_Required work_.
Please transcribe, exactly, the line that contains "index mcp: (322, 162)" and every line after it to the end of the records, and nothing else.

______________________________

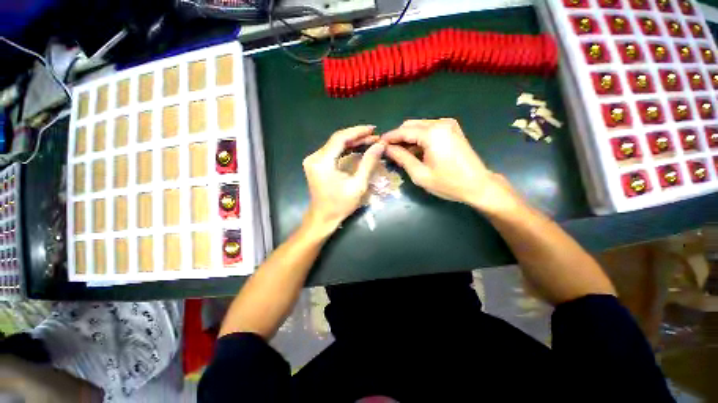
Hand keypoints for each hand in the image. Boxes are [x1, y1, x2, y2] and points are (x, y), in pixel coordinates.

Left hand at [303, 125, 384, 232]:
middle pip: (337, 140)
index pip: (340, 138)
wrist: (323, 217)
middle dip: (357, 136)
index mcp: (322, 162)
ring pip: (335, 144)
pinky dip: (345, 148)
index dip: (357, 131)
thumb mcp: (358, 185)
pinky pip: (332, 151)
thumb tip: (380, 145)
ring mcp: (313, 160)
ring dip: (352, 142)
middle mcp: (314, 157)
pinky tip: (357, 147)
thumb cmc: (340, 205)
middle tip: (374, 136)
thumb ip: (368, 163)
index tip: (373, 129)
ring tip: (369, 140)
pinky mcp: (316, 164)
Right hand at [383, 118, 520, 214]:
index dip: (389, 138)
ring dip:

______________________________

_Solution to the problem_.
index mcp: (322, 162)
ring pip: (335, 144)
pinky dip: (345, 148)
index dip: (357, 131)
thumb mcp: (358, 185)
pinky pip: (332, 151)
thumb tip: (380, 145)
ring mcp: (313, 160)
ring dip: (352, 142)
middle mcp: (314, 157)
pinky tip: (357, 147)
thumb cmc: (340, 205)
middle tip: (374, 136)
thumb ip: (368, 163)
index tip: (373, 129)
ring tip: (369, 140)
pinky mcp: (316, 164)
Right hand at [383, 118, 520, 214]:
index dip: (389, 138)
ring dip:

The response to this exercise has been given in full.